Seattle Seahawks

Kasen Williams starring, rededicated after injuries at UW

After a serious leg injury derailed his career at the University of Washington, receiver Kasen Williams, the son of former Wilson High football and track star Aaron Williams, is determined to making the most of his opportunity with the Seattle Seahawks.
After a serious leg injury derailed his career at the University of Washington, receiver Kasen Williams, the son of former Wilson High football and track star Aaron Williams, is determined to making the most of his opportunity with the Seattle Seahawks. The Associated Press

The fuel for Kasen Williams’ latest, potentially greatest, leap comes from his most fateful one.

On Oct. 26, 2013, a cool Saturday night inside Husky Stadium in Seattle, Williams jumped high trying to catch a long pass from Keith Price near the University of Washington bench.
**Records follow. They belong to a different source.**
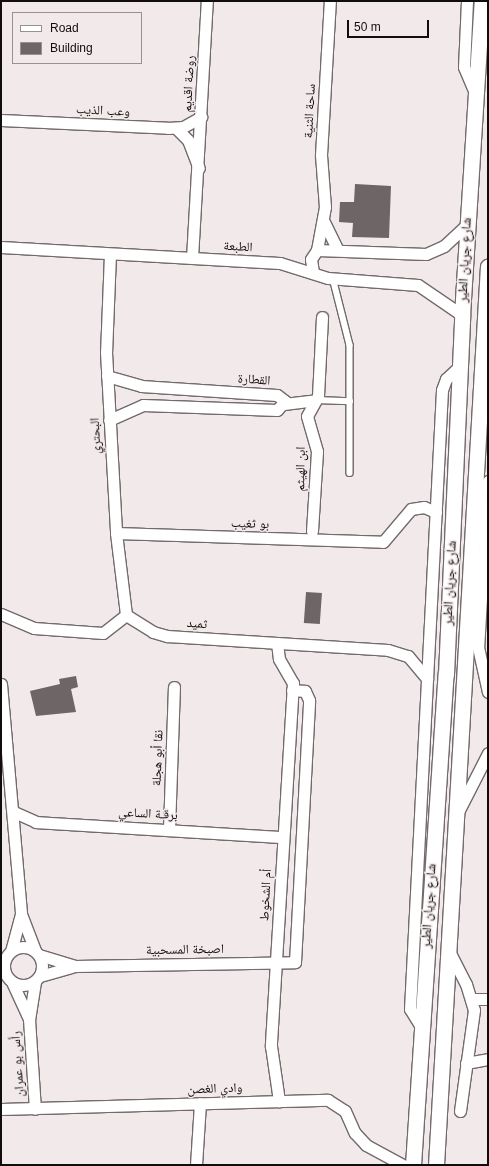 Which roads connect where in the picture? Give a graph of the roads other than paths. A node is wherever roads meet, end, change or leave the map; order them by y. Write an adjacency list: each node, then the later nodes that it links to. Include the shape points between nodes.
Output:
1 (207, 1): 6 (street, روضة اقديم)
2 (330, 1): 10 (street, ساحة الثنية, via 322,147)
3 (466, 1): 5 (street, via 464,67)
4 (482, 1): 5 (street, شارع جريان الطير)
5 (475, 93): 11 (street, شارع جريان الطير)
6 (201, 117): 8 (street, وعب الذيب); 9 (street, روضة اقديم)
7 (1, 120): 8 (street, وعب الذيب)
8 (176, 128): 9 (street, روضة اقديم, via 188,140)
9 (200, 168): 16 (street, روضة اقديم)
10 (324, 222): 13 (street, ساحة الثنية); 14 (street, ساحة الثنية)
11 (468, 224): 13 (street, via 444,246 426,254); 19 (street, شارع جريان الطير)
12 (1, 247): 15 (street, الطبعة)
13 (337, 249): 14 (street)
14 (317, 250): 17 (street, ساحة الثنية, via 311,259)
15 (110, 254): 16 (street, الطبعة); 24 (street, البحتري)
16 (192, 258): 17 (street, الطبعة, via 280,263)
17 (313, 272): 20 (street, الطبعة)
18 (488, 272): 19 (street); 55 (street, شارع جريان الطير)
19 (465, 275): 21 (street, شارع جريان الطير)
20 (333, 278): 21 (street, الطبعة, via 418,285); 26 (lane, via 350,345)
21 (462, 315): 23 (street, شارع جريان الطير)
22 (322, 318): 25 (street, ابن الهيثم)
23 (460, 366): 31 (street, via 446,379 442,390); 58 (street, شارع جريان الطير, via 446,674)
24 (107, 376): 27 (street, القطارة, via 141,386 277,395 283,398); 28 (street, البحتري)
25 (316, 400): 26 (lane); 27 (street); 32 (street, ابن الهيثم, via 307,416 318,451)
26 (350, 401): 29 (lane)
27 (284, 404): 28 (street, via 277,410 142,405)
28 (109, 420): 33 (street, البحتري)
29 (350, 474)
30 (488, 481): 34 (street)
31 (436, 512): 33 (street, بو ثغيب, via 424,507 411,509 383,542); 38 (street)
32 (312, 531)
33 (116, 533): 36 (street, البحتري)
34 (485, 564): 44 (street, via 478,647)
35 (1, 614): 36 (street, via 34,628 100,633 108,631 119,617)
36 (126, 615): 37 (street, ثميد, via 161,635)
37 (277, 643): 39 (street, ثميد, via 388,650); 43 (street, أم الشخوط, via 279,659 292,678)
38 (429, 644): 39 (street); 40 (street)
39 (408, 656): 40 (street)
40 (427, 679): 58 (street)
41 (1, 684): 47 (street)
42 (174, 688): 56 (street, نقا أبو هجلة)
43 (292, 690): 45 (street, أم الشخوط); 46 (street, via 305,691 309,696)
44 (488, 692)
45 (291, 722): 46 (street); 52 (street, أم الشخوط)
46 (308, 722): 53 (street)
47 (8, 749): 49 (street); 51 (street)
48 (488, 753): 55 (street, شارع جريان الطير)
49 (1, 760)
50 (1, 777): 51 (street)
51 (11, 786): 54 (street)
52 (286, 797): 53 (street); 57 (street, أم الشخوط)
53 (304, 798): 63 (street, اصبخة المسحبية, via 295,962)
54 (14, 812): 56 (street, برقـة الساعي, via 36,822); 59 (street)
55 (454, 820): 60 (street, شارع جريان الطير)
56 (169, 829): 57 (street, برقـة الساعي)
57 (284, 837): 63 (street, أم الشخوط)
58 (423, 893): 79 (street, شارع جريان الطير)
59 (21, 914): 61 (street); 62 (street)
60 (448, 948): 67 (street); 80 (street, شارع جريان الطير)
61 (37, 953): 62 (street, via 26,947); 64 (street, اصبخة المسحبية); 66 (street, via 43,966)
62 (6, 955): 65 (street, via 4,966)
63 (277, 962): 64 (street, اصبخة المسحبية); 72 (street, أم الشخوط, via 271,1046)
64 (75, 966): 66 (street, اصبخة المسحبية)
65 (8, 979): 66 (street, via 23,985); 69 (street, رأس بو عمران)
66 (37, 979): 69 (street, رأس بو عمران)
67 (472, 999): 68 (street); 71 (street, via 474,1028)
68 (488, 999)
69 (29, 1018): 74 (street, رأس بو عمران)
70 (488, 1059): 71 (street)
71 (466, 1063): 76 (street)
72 (279, 1101): 73 (street, وادي الغصن); 78 (street, وادي الغصن, via 334,1102 345,1111 360,1139)
73 (200, 1103): 74 (street, وادي الغصن); 77 (street)
74 (35, 1108): 75 (street, وادي الغصن)
75 (1, 1109)
76 (460, 1111)
77 (196, 1165)
78 (403, 1165)
79 (413, 1165)
80 (436, 1165) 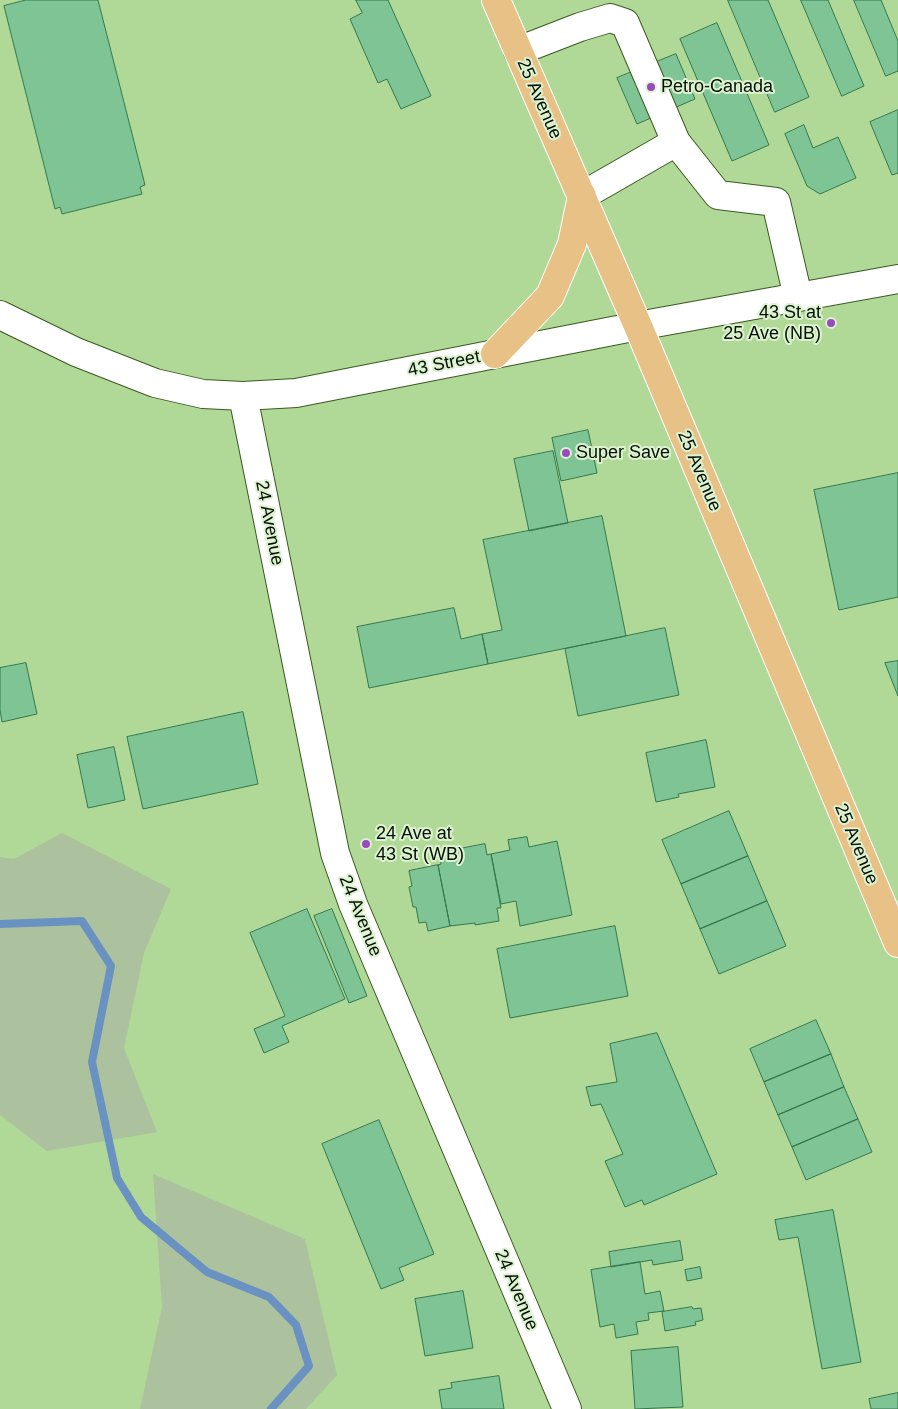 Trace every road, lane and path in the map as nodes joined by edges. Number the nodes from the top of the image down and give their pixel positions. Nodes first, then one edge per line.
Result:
1 (496, 0) edge
2 (518, 51) junction
3 (676, 142) junction
4 (582, 196) junction
5 (898, 279) edge
6 (798, 297) junction
7 (0, 315) edge
8 (638, 326) junction
9 (494, 354) junction
10 (243, 396) junction
11 (898, 943) edge
12 (567, 1409) edge

1 - 2 main road, 25 Avenue
2 - 3 street
2 - 4 main road, 25 Avenue
3 - 4 street
3 - 6 street
4 - 8 main road, 25 Avenue
4 - 9 main road
5 - 6 street, 43 Street
6 - 8 street, 43 Street
7 - 10 street, 43 Street
8 - 9 street, 43 Street
8 - 11 main road, 25 Avenue
9 - 10 street, 43 Street
10 - 12 street, 24 Avenue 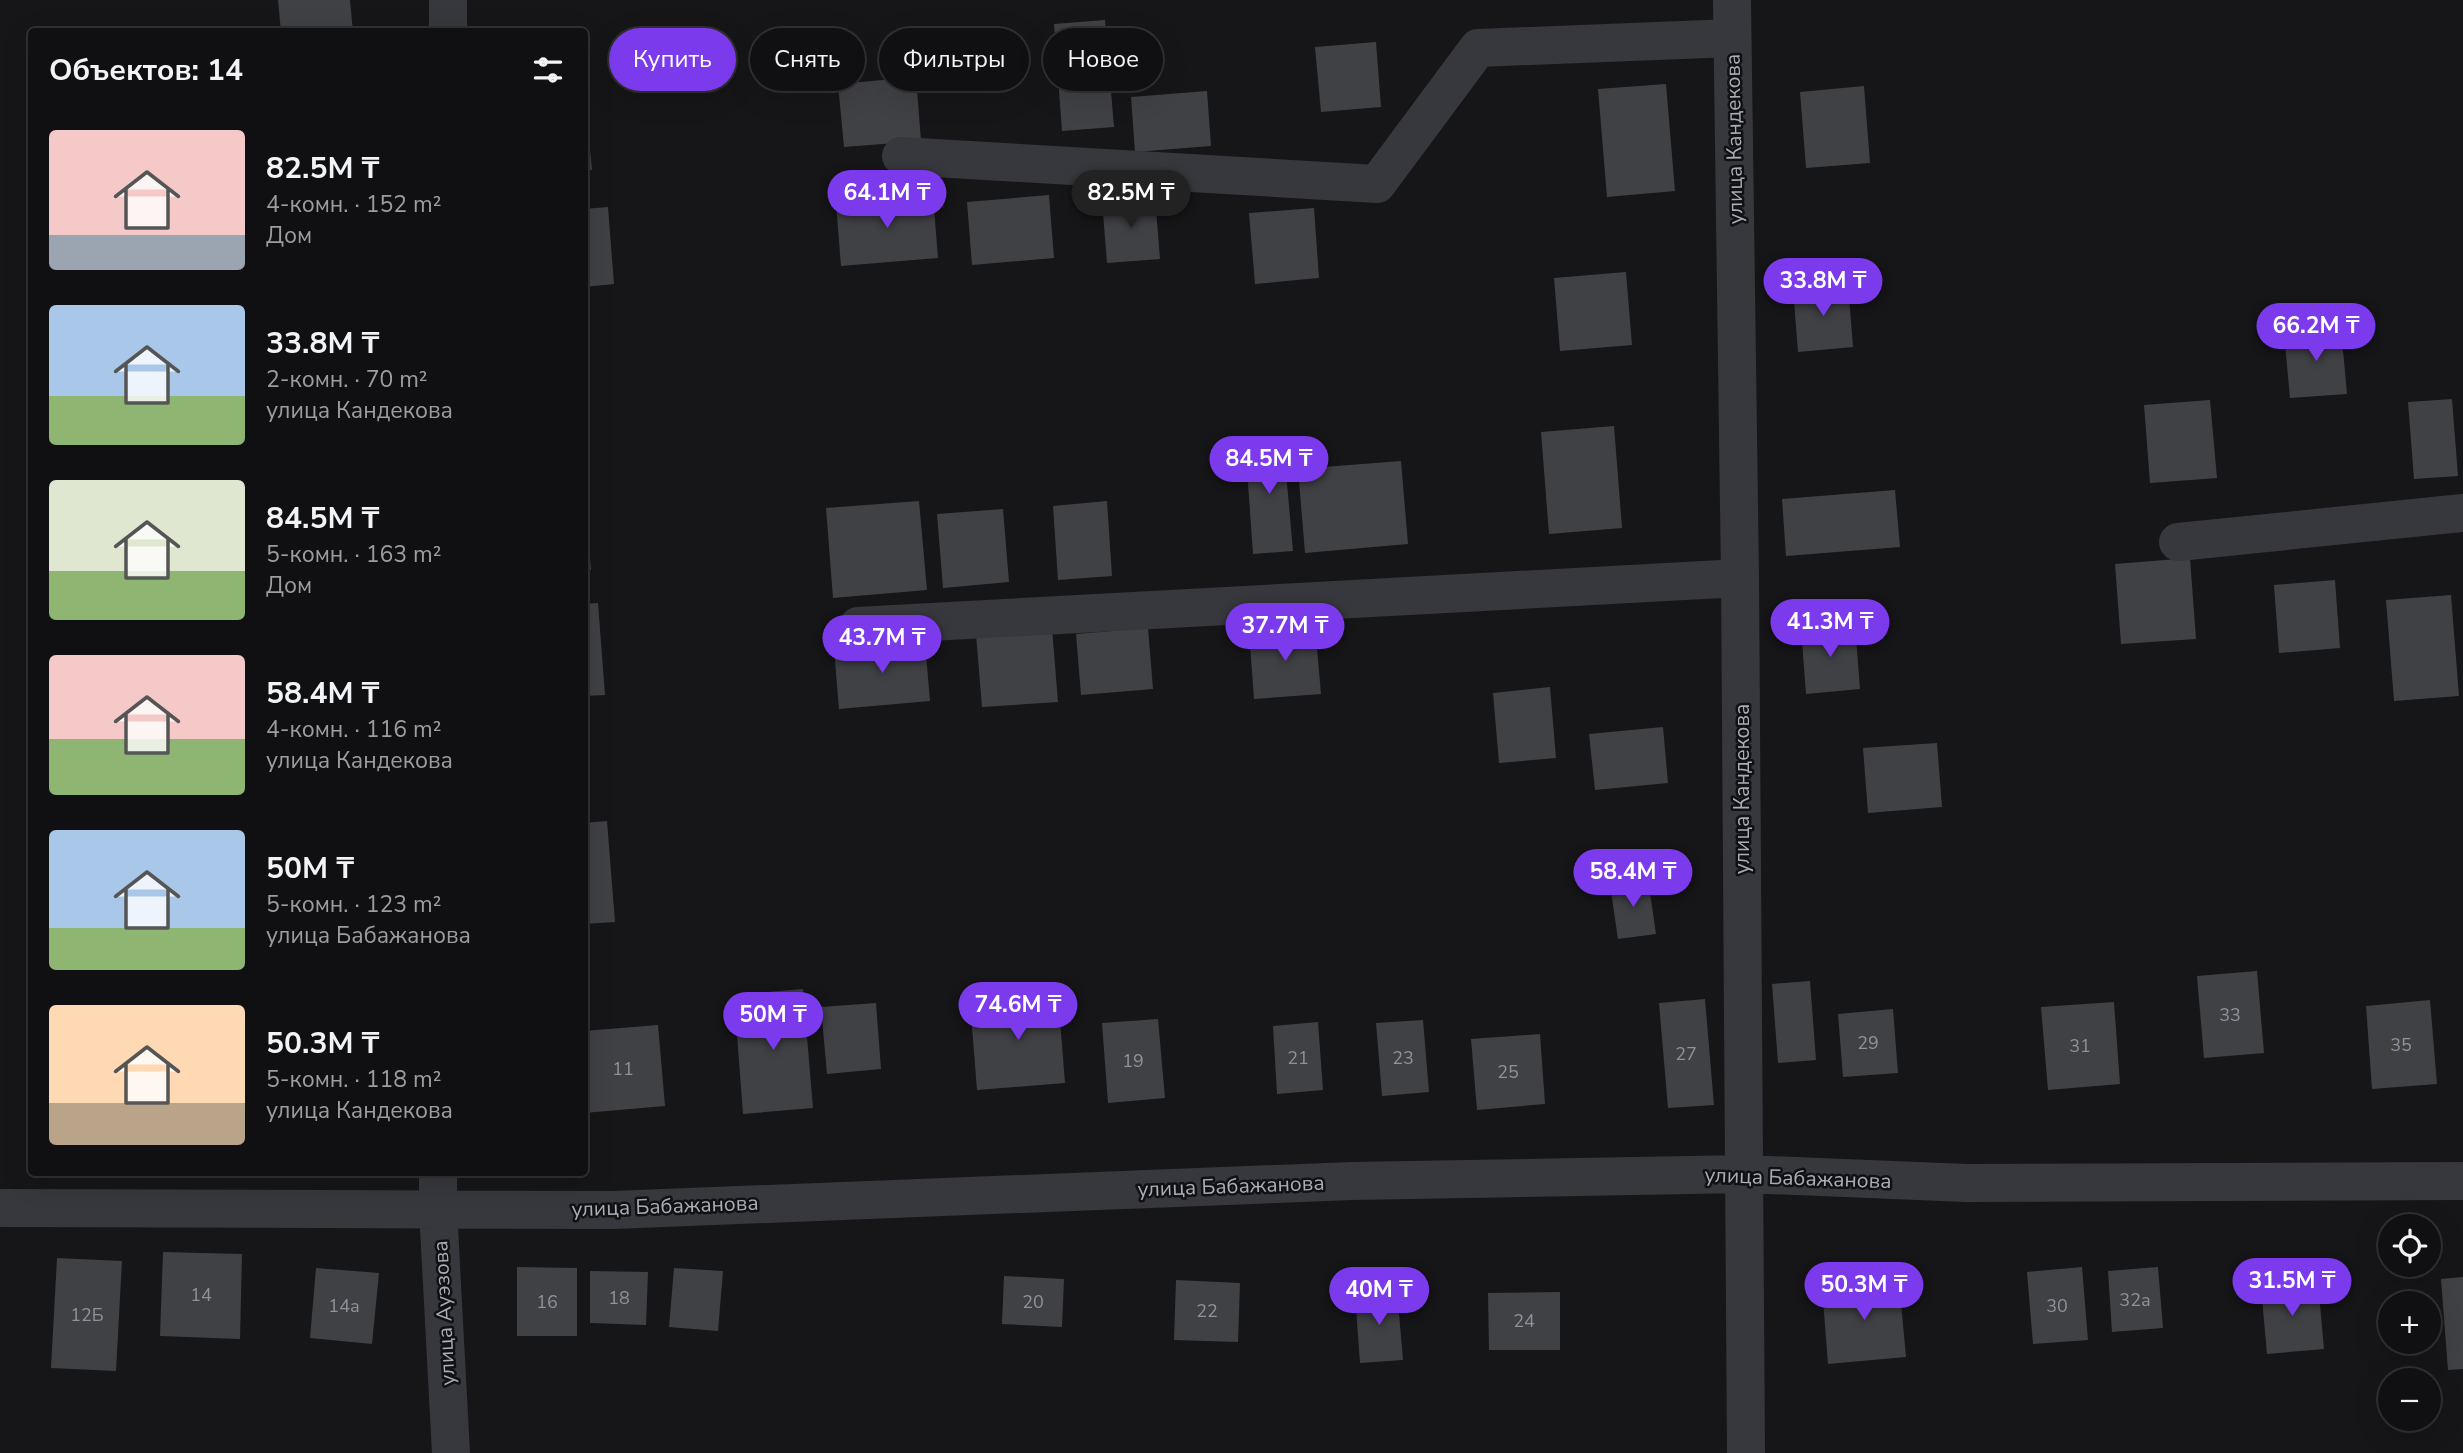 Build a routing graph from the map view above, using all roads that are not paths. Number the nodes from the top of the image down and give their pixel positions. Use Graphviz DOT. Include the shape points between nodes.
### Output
graph roads {
  1 [pos="449,0"];
  2 [pos="1732,0"];
  3 [pos="448,28"];
  4 [pos="1732,38"];
  5 [pos="901,156"];
  6 [pos="2463,513"];
  7 [pos="2178,542"];
  8 [pos="1740,578"];
  9 [pos="858,626"];
  10 [pos="1745,1174"];
  11 [pos="2463,1181"];
  12 [pos="438,1191"];
  13 [pos="0,1208"];
  14 [pos="451,1453"];
  15 [pos="1746,1453"];
  1 -- 3 [label="street"];
  2 -- 4 [label="street, улица Кандекова"];
  4 -- 5 [label="street" via="1478,48 1377,184"];
  4 -- 8 [label="street, улица Кандекова"];
  6 -- 7 [label="street"];
  8 -- 9 [label="street"];
  8 -- 10 [label="street, улица Кандекова"];
  10 -- 11 [label="street, улица Бабажанова" via="1966,1183"];
  10 -- 12 [label="street, улица Бабажанова" via="1352,1181 613,1210"];
  10 -- 15 [label="street, улица Кандекова"];
  12 -- 13 [label="street, улица Бабажанова"];
  12 -- 14 [label="street, улица Ауэзова"];
}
As the physical, gifted wide receiver landed onto the synthetic grass, his left leg buckled. Then the University of California cornerback that was defending Williams landed on his lower leg.

The Parade magazine national high school player of the year for 2010 out of Skyline High School in Sammamish broke the fibula in his lower leg. He also sustained a ligament and bone displacement in his foot. He needed surgeries to set the leg and have pins inserted into in his foot. His junior season at UW was ruined, so was much of his senior year and, thus, his shot of an NFL team drafting him.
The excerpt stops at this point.